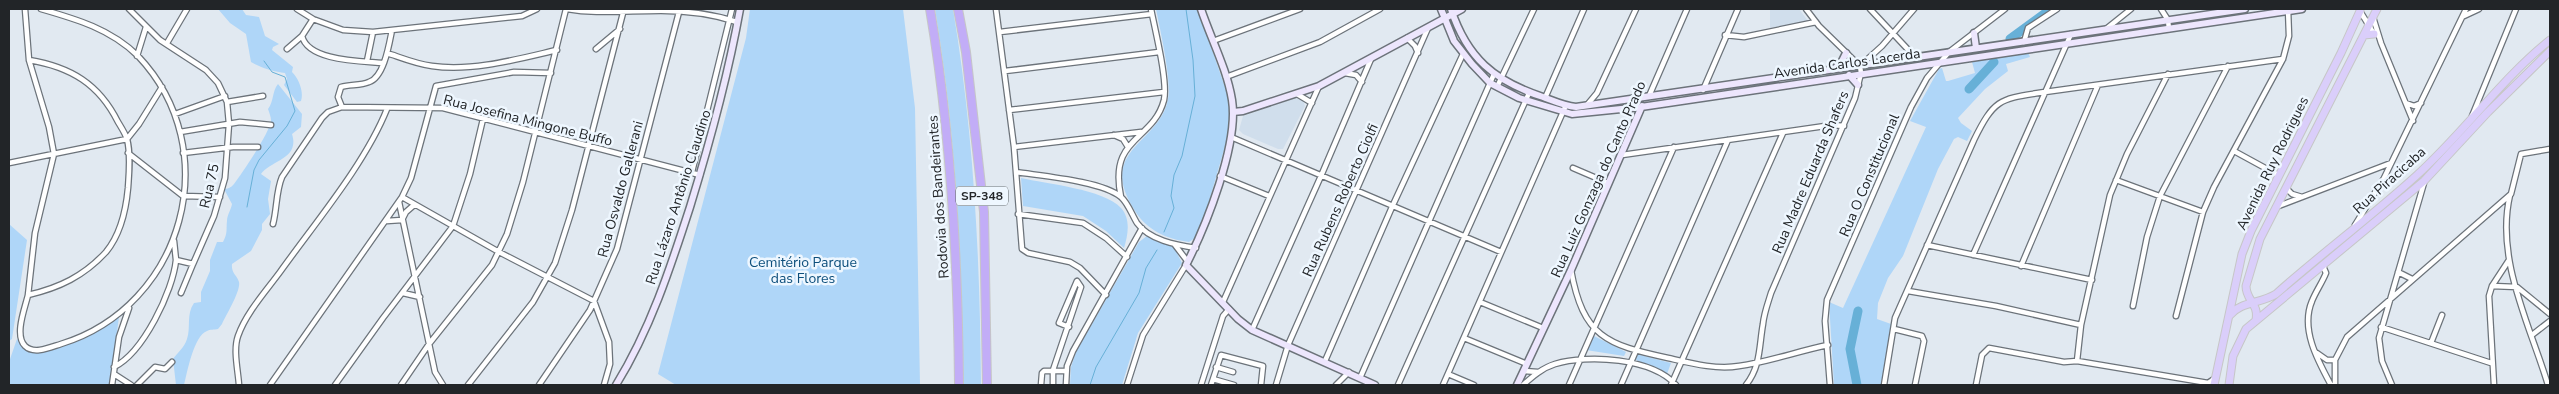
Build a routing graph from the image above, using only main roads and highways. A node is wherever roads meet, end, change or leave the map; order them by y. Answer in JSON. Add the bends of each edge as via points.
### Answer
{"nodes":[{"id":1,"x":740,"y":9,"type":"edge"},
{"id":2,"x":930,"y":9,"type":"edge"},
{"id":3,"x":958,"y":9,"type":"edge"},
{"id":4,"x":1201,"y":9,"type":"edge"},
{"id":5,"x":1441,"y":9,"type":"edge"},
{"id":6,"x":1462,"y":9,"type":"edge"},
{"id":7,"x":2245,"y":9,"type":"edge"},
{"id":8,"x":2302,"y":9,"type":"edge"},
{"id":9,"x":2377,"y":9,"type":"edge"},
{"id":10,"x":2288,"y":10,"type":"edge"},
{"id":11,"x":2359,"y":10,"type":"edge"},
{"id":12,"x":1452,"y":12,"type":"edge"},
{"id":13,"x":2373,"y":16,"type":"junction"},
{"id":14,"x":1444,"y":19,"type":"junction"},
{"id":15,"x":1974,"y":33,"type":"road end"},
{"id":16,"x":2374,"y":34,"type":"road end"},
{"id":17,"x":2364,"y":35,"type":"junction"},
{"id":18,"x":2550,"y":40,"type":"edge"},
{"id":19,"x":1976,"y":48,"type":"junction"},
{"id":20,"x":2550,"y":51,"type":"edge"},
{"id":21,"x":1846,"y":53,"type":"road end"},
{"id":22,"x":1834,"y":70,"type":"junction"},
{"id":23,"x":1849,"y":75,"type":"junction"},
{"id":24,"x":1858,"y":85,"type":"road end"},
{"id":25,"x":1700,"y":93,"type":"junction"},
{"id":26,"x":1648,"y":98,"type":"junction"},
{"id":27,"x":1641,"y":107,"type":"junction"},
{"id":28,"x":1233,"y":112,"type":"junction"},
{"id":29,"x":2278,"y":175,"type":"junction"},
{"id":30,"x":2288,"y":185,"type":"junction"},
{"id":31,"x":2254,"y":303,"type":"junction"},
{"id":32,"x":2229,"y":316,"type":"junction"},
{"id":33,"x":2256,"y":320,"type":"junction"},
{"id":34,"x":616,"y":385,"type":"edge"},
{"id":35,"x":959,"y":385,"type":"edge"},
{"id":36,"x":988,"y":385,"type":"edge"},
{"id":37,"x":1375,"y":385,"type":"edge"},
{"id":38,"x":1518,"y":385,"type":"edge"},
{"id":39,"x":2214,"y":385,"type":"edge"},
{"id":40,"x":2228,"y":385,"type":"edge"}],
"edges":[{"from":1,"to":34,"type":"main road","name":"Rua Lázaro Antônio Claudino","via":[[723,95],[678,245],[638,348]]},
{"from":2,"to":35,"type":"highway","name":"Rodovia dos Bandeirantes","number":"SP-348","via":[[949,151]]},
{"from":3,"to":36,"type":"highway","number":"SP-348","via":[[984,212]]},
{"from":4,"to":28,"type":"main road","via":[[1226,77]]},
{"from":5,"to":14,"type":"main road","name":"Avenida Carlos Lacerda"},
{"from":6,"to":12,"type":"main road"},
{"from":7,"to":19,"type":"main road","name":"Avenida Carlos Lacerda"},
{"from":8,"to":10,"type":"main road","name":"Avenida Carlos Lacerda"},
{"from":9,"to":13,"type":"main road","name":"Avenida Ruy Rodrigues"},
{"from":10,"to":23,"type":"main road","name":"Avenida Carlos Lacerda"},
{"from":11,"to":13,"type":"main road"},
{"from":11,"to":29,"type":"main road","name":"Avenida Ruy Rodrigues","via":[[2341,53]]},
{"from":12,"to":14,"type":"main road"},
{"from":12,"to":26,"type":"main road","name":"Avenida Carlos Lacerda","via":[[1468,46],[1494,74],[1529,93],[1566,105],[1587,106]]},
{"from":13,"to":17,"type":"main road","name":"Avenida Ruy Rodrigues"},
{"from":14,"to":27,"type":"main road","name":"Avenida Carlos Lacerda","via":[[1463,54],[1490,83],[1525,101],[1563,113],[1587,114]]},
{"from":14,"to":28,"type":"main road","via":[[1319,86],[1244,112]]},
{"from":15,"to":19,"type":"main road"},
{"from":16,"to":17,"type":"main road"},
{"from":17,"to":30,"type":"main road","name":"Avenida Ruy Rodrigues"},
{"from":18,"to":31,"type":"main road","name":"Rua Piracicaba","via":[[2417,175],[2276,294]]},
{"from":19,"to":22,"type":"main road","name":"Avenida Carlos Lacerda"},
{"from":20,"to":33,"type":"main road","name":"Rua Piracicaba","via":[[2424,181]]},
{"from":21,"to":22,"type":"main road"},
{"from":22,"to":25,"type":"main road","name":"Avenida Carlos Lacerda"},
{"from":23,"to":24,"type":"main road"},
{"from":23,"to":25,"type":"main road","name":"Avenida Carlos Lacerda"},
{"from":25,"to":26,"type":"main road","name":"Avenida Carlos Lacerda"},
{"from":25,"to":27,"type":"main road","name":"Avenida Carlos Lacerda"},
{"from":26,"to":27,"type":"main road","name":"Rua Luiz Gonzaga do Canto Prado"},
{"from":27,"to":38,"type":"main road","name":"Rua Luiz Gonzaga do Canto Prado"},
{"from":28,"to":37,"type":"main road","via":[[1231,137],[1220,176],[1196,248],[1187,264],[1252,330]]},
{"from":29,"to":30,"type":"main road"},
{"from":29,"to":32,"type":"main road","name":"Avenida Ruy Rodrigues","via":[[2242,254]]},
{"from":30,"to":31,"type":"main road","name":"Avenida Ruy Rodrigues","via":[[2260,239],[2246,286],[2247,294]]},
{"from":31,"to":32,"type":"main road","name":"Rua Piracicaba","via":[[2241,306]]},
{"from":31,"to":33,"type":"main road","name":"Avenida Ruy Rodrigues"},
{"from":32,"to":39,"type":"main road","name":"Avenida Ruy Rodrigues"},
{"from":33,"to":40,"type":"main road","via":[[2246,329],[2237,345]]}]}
──────────
* _Problem to solve_:
Every line with the word "number" in it should be copied from the listing above.

* _Exercise result_:
{"from":2,"to":35,"type":"highway","name":"Rodovia dos Bandeirantes","number":"SP-348","via":[[949,151]]},
{"from":3,"to":36,"type":"highway","number":"SP-348","via":[[984,212]]},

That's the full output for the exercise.